I would say that there’s an awful lot to do with arbitrary real numbers that is uncomputable, just because there’s so frakkin’ many of them hiding everywhere you look! Leave me the rational approximations, and keep the arbitrary real numbers. 
(Yes, I know, there’s infinitely many rational numbers everywhere you look too. Sigh.)
Just tell me the sign bit.
Well, we’ll need more than a bit, since there’s three possible signs here… 
Still, of course, if you happen to use a representation with an “Is this positive, negative, or zero?” field, the question is trivial. (Similarly, if you happen to use a representation of programs with a “Does this halt?” bit, the halting problem is trivial.)

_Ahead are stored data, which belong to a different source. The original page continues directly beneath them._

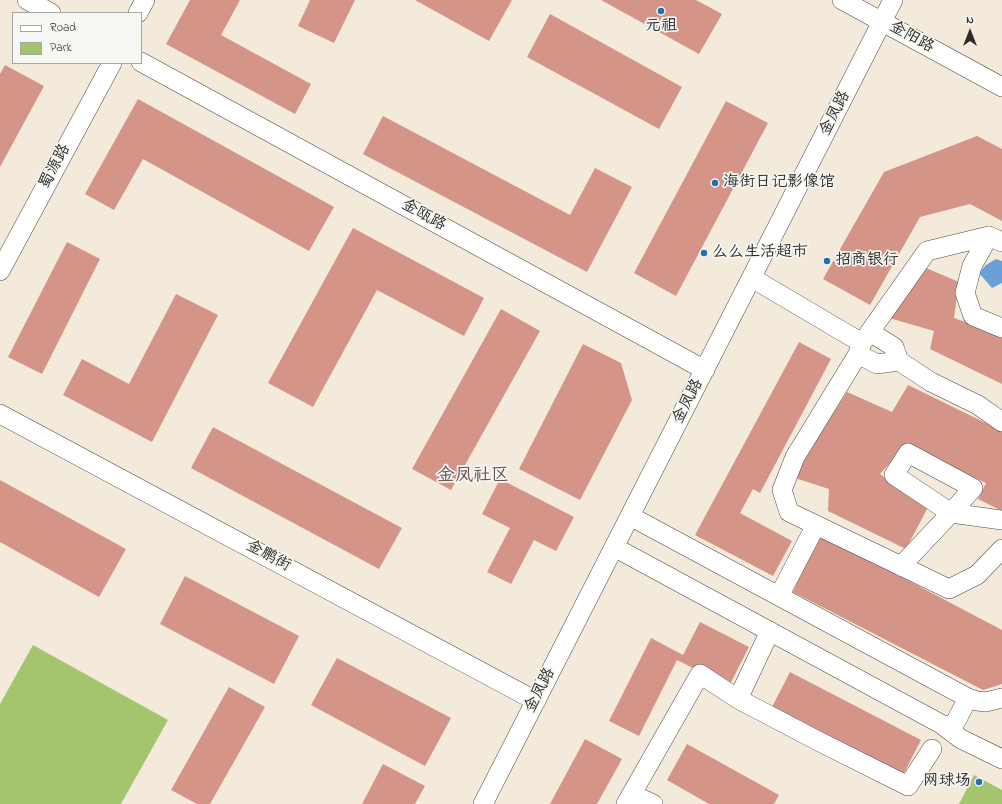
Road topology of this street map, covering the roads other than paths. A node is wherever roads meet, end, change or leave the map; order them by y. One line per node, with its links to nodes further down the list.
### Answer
1 (27, 0): 5 (street)
2 (146, 0): 6 (street)
3 (842, 0): 7 (street, 金阳路)
4 (893, 0): 7 (street, 金凤路)
5 (49, 12)
6 (139, 12)
7 (882, 22): 10 (street, 金阳路); 13 (street, 金凤路)
8 (142, 63): 17 (street, 金瓯路)
9 (111, 64): 12 (street, 蜀源路)
10 (1002, 87)
11 (996, 239): 14 (street); 15 (street)
12 (0, 271)
13 (752, 278): 15 (street); 17 (street, 金凤路)
14 (1002, 328)
15 (863, 343): 16 (street); 16 (street); 22 (street)
16 (898, 361): 19 (street)
17 (705, 370): 20 (street, 金凤路)
18 (0, 414): 31 (street, 金鹏街)
19 (1002, 422)
20 (630, 516): 23 (street, 金凤路); 26 (street)
21 (1002, 520): 25 (street)
22 (816, 525): 25 (street); 26 (street)
23 (614, 547): 27 (street); 31 (street, 金凤路)
24 (1002, 549): 25 (street)
25 (900, 566)
26 (779, 596): 28 (street)
27 (770, 631): 30 (street); 32 (street)
28 (968, 698): 29 (street); 32 (street)
29 (1002, 698)
30 (738, 699): 33 (street); 35 (street)
31 (536, 701): 36 (street, 金凤路)
32 (942, 724): 34 (street)
33 (932, 749)
34 (1002, 759)
35 (629, 799): 37 (street)
36 (483, 804)
37 (653, 804)

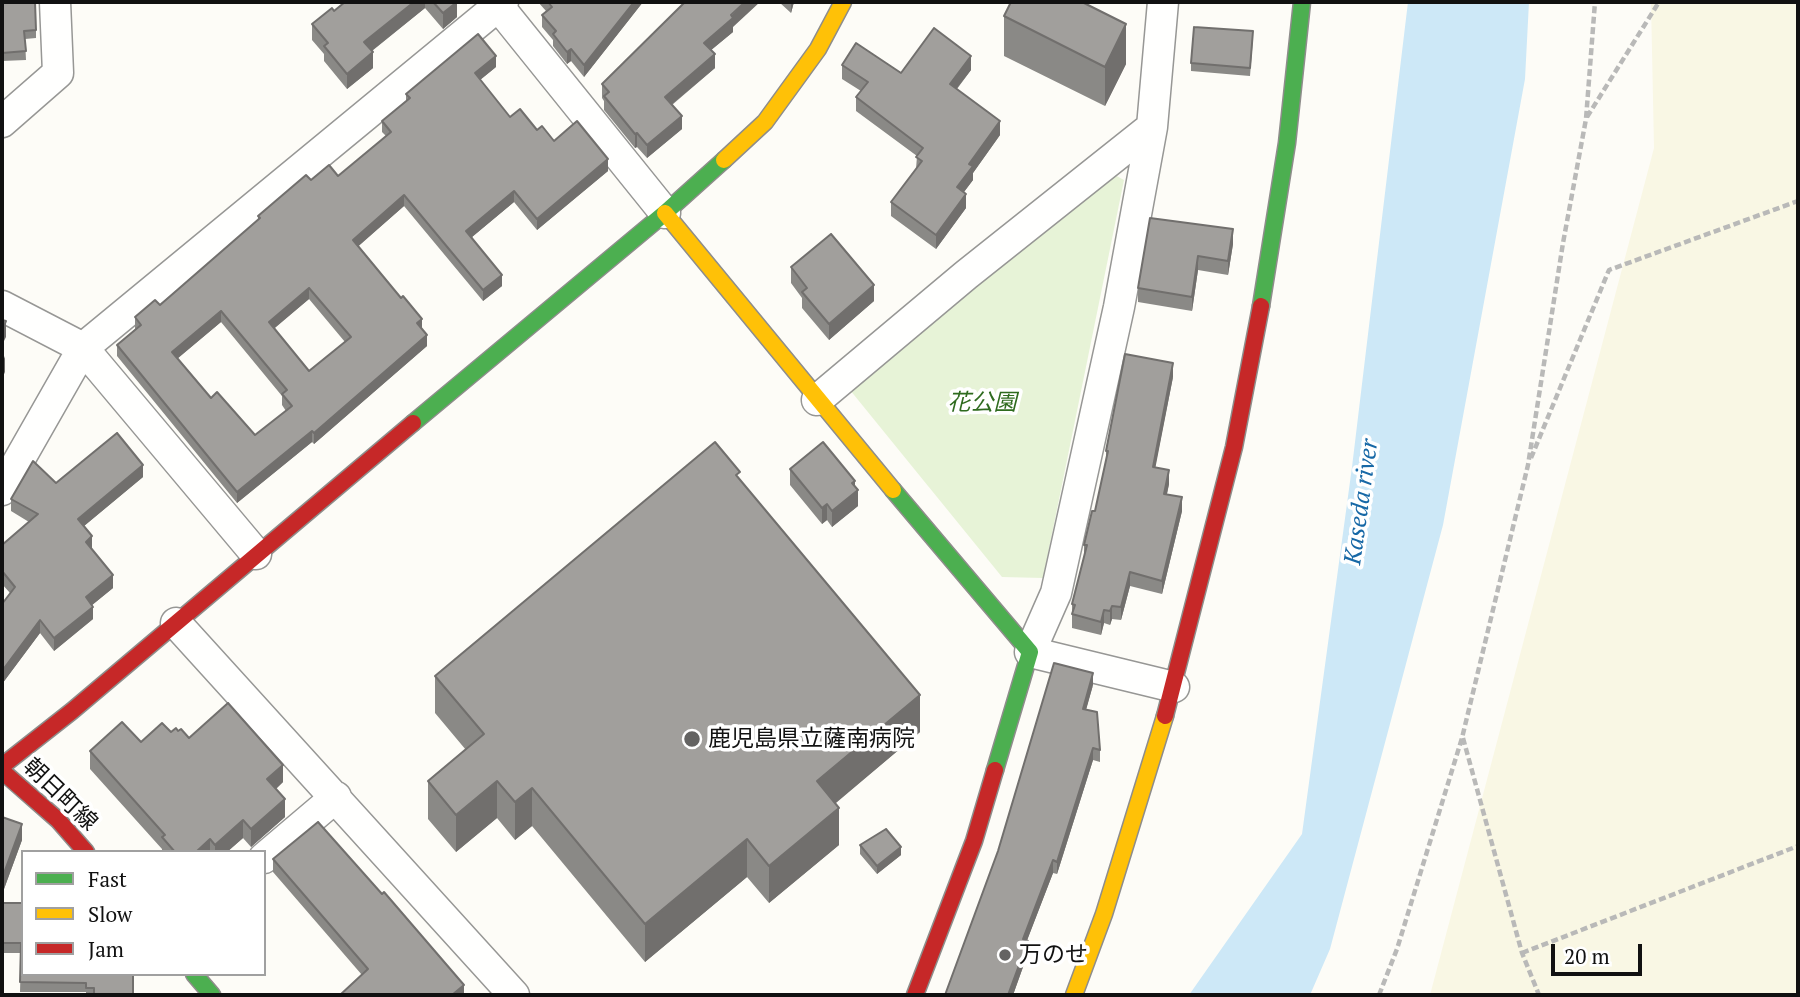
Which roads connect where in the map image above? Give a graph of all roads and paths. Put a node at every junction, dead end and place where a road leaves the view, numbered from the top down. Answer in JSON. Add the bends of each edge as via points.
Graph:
{"nodes":[{"id":1,"x":55,"y":2,"type":"edge"},
{"id":2,"x":843,"y":2,"type":"edge"},
{"id":3,"x":1163,"y":2,"type":"edge"},
{"id":4,"x":1302,"y":2,"type":"edge"},
{"id":5,"x":1595,"y":2,"type":"edge"},
{"id":6,"x":1659,"y":2,"type":"edge"},
{"id":7,"x":499,"y":3,"type":"edge"},
{"id":8,"x":1586,"y":119,"type":"junction"},
{"id":9,"x":2,"y":122,"type":"edge"},
{"id":10,"x":1152,"y":127,"type":"junction"},
{"id":11,"x":1798,"y":201,"type":"edge"},
{"id":12,"x":665,"y":213,"type":"junction"},
{"id":13,"x":2,"y":306,"type":"edge"},
{"id":14,"x":83,"y":348,"type":"junction"},
{"id":15,"x":817,"y":400,"type":"junction"},
{"id":16,"x":1528,"y":465,"type":"junction"},
{"id":17,"x":2,"y":490,"type":"edge"},
{"id":18,"x":256,"y":554,"type":"junction"},
{"id":19,"x":176,"y":623,"type":"junction"},
{"id":20,"x":1030,"y":652,"type":"junction"},
{"id":21,"x":1174,"y":687,"type":"junction"},
{"id":22,"x":1462,"y":737,"type":"junction"},
{"id":23,"x":2,"y":766,"type":"edge"},
{"id":24,"x":2,"y":771,"type":"edge"},
{"id":25,"x":336,"y":797,"type":"junction"},
{"id":26,"x":1798,"y":846,"type":"edge"},
{"id":27,"x":84,"y":850,"type":"edge"},
{"id":28,"x":266,"y":856,"type":"edge"},
{"id":29,"x":1522,"y":953,"type":"junction"},
{"id":30,"x":196,"y":976,"type":"edge"},
{"id":31,"x":212,"y":995,"type":"edge"},
{"id":32,"x":514,"y":995,"type":"edge"},
{"id":33,"x":915,"y":995,"type":"edge"},
{"id":34,"x":1074,"y":995,"type":"edge"},
{"id":35,"x":1379,"y":995,"type":"edge"},
{"id":36,"x":1539,"y":995,"type":"edge"}],
"edges":[{"from":1,"to":9,"type":"street","via":[[58,73]]},
{"from":2,"to":12,"type":"street","via":[[818,49],[765,122]]},
{"from":3,"to":10,"type":"street"},
{"from":4,"to":21,"type":"street","via":[[1285,156],[1242,408]]},
{"from":5,"to":8,"type":"path"},
{"from":6,"to":8,"type":"path"},
{"from":7,"to":12,"type":"street"},
{"from":7,"to":14,"type":"street"},
{"from":8,"to":16,"type":"path"},
{"from":10,"to":15,"type":"street"},
{"from":10,"to":20,"type":"street","via":[[1119,307],[1056,593]]},
{"from":11,"to":16,"type":"path","via":[[1609,270]]},
{"from":12,"to":15,"type":"street"},
{"from":12,"to":18,"type":"street"},
{"from":13,"to":14,"type":"street"},
{"from":14,"to":17,"type":"street"},
{"from":14,"to":18,"type":"street"},
{"from":15,"to":20,"type":"street"},
{"from":16,"to":22,"type":"path"},
{"from":18,"to":19,"type":"street"},
{"from":19,"to":23,"type":"street"},
{"from":19,"to":25,"type":"street"},
{"from":20,"to":21,"type":"street"},
{"from":20,"to":33,"type":"street","via":[[974,841]]},
{"from":21,"to":34,"type":"street","via":[[1104,914]]},
{"from":22,"to":29,"type":"path"},
{"from":22,"to":35,"type":"path"},
{"from":24,"to":27,"type":"street","name":"朝日町線"},
{"from":25,"to":28,"type":"street"},
{"from":25,"to":32,"type":"street"},
{"from":26,"to":29,"type":"path"},
{"from":29,"to":36,"type":"path"},
{"from":30,"to":31,"type":"street"}]}
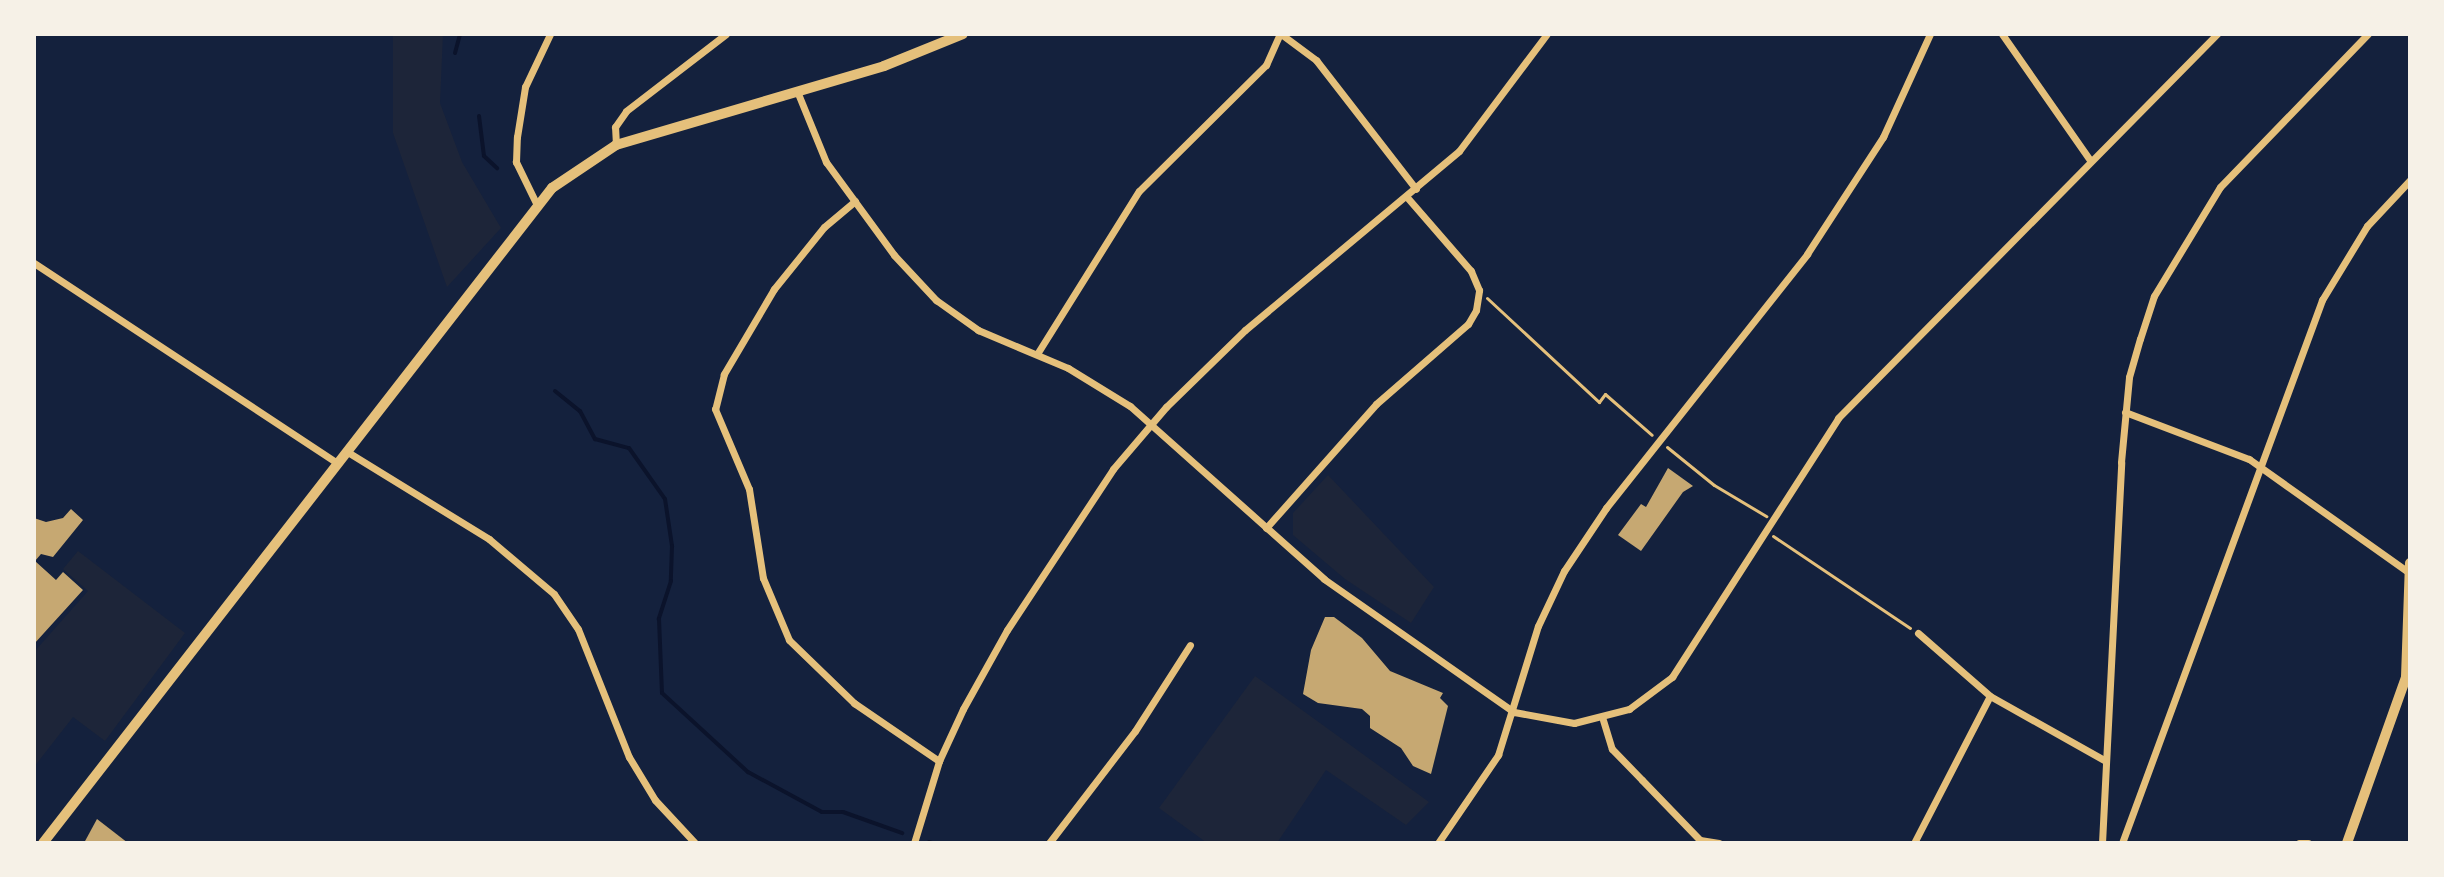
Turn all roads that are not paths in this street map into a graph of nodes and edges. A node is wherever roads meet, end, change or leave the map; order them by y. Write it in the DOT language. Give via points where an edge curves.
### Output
graph roads {
  1 [pos="550,34"];
  2 [pos="726,34"];
  3 [pos="963,34"];
  4 [pos="1281,34"];
  5 [pos="1547,34"];
  6 [pos="1930,34"];
  7 [pos="2002,34"];
  8 [pos="2217,34"];
  9 [pos="2368,34"];
  10 [pos="797,91"];
  11 [pos="616,145"];
  12 [pos="2090,160"];
  13 [pos="2410,180"];
  14 [pos="1416,189"];
  15 [pos="1407,197"];
  16 [pos="855,201"];
  17 [pos="536,203"];
  18 [pos="34,263"];
  19 [pos="1037,354"];
  20 [pos="2125,412"];
  21 [pos="1151,424"];
  22 [pos="346,451"];
  23 [pos="337,463"];
  24 [pos="2258,466"];
  25 [pos="1266,528"];
  26 [pos="2409,568"];
  27 [pos="1916,632"];
  28 [pos="1190,645"];
  29 [pos="1990,696"];
  30 [pos="1514,712"];
  31 [pos="1603,720"];
  32 [pos="2104,760"];
  33 [pos="939,761"];
  34 [pos="43,843"];
  35 [pos="695,843"];
  36 [pos="914,843"];
  37 [pos="1049,843"];
  38 [pos="1438,843"];
  39 [pos="1719,843"];
  40 [pos="1914,843"];
  41 [pos="2102,843"];
  42 [pos="2122,843"];
  43 [pos="2299,843"];
  44 [pos="2308,843"];
  45 [pos="2347,843"];
  1 -- 17 [label="street" via="525,87 517,137 516,162"];
  2 -- 11 [label="street" via="626,111 615,127"];
  3 -- 10 [label="main road" via="905,60"];
  4 -- 14 [label="street" via="1316,60"];
  4 -- 19 [label="street" via="1266,65 1139,191"];
  5 -- 14 [label="street" via="1487,117"];
  6 -- 30 [label="street" via="1883,137 1816,241 1606,508 1564,571 1538,626"];
  7 -- 12 [label="street"];
  8 -- 12 [label="street"];
  9 -- 20 [label="street" via="2220,187 2154,296 2129,377"];
  10 -- 11 [label="main road"];
  10 -- 16 [label="street" via="816,146"];
  11 -- 17 [label="main road" via="566,176"];
  12 -- 31 [label="street" via="1838,418 1672,677 1629,709"];
  13 -- 24 [label="street" via="2367,226 2339,268"];
  14 -- 15 [label="street"];
  15 -- 21 [label="street" via="1245,330"];
  15 -- 25 [label="street" via="1471,271 1479,290 1468,324 1376,404"];
  16 -- 19 [label="street" via="936,300 978,330"];
  16 -- 33 [label="street" via="824,227 774,289 724,374 715,409 749,489 765,586 789,640 854,703"];
  17 -- 22 [label="main road"];
  18 -- 23 [label="street"];
  19 -- 21 [label="street" via="1094,382"];
  20 -- 24 [label="street"];
  20 -- 32 [label="street"];
  21 -- 25 [label="street"];
  21 -- 33 [label="street" via="1098,488 1007,630"];
  22 -- 23 [label="main road"];
  22 -- 35 [label="street" via="489,539 547,586 578,629 629,757 655,800"];
  23 -- 34 [label="main road"];
  24 -- 26 [label="street"];
  24 -- 42 [label="street"];
  25 -- 30 [label="street" via="1324,579"];
  26 -- 45 [label="main road" via="2406,677"];
  27 -- 29 [label="street"];
  28 -- 37 [label="street" via="1135,731"];
  29 -- 32 [label="street"];
  29 -- 40 [label="street"];
  30 -- 31 [label="street" via="1574,723"];
  30 -- 38 [label="street" via="1489,775"];
  31 -- 39 [label="street" via="1612,749 1622,760 1700,840"];
  32 -- 41 [label="street"];
  33 -- 36 [label="street"];
  43 -- 44 [label="street"];
}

But using a “Positive, negative, or zero?” field is actually a really poor way to represent real numbers! You can make Sign computable, but only at the cost of the rest of arithmetic (e.g., subtraction) uncomputable.
Imagine an instrument reading in analogue data in to greater and greater precision. It will not, in any finite amount of time, be able to read the data to complete precision, but will achieve arbitrarily good precision as you wait for it to sharpen. It will not be possible, in finite time, to ever be certain that the input is zero. If you demand a representation of reals with a “This is exactly zero!” bit, this instrument will never be able to set the, and thus it will not be able to produce a valid output when the input actually is zero. For most purposes, that’s not a very good representation of real numbers.
Similarly, if you have two reals X and Y, not known to complete precision in finite time, you will not be able to determine in finite time whether they are exactly equal. If you demand there be a “This is exactly zero!” bit, this will make subtraction uncomputable, as you’ll never be able to set that bit as needed for X - Y.
Computability depends on what one chooses as representation, in the same way that continuity depends on what one chooses as topology. But for most purposes, the best way to think of unbounded-precision reals is as an enumeration of the rationals which the real is less than and greater than (i.e., an open Dedekind cut), and with this representation, computability entails continuity with the standard topology.
Typos fixed in bold.
In plain-spoken English:
In a perfect world, if you’re getting closer and closer to where you’re going, you will finally get where you’re going.
In a perfect world, of course.
Said the turtle.
Well, the pineapple certainly didn’t get anywhere.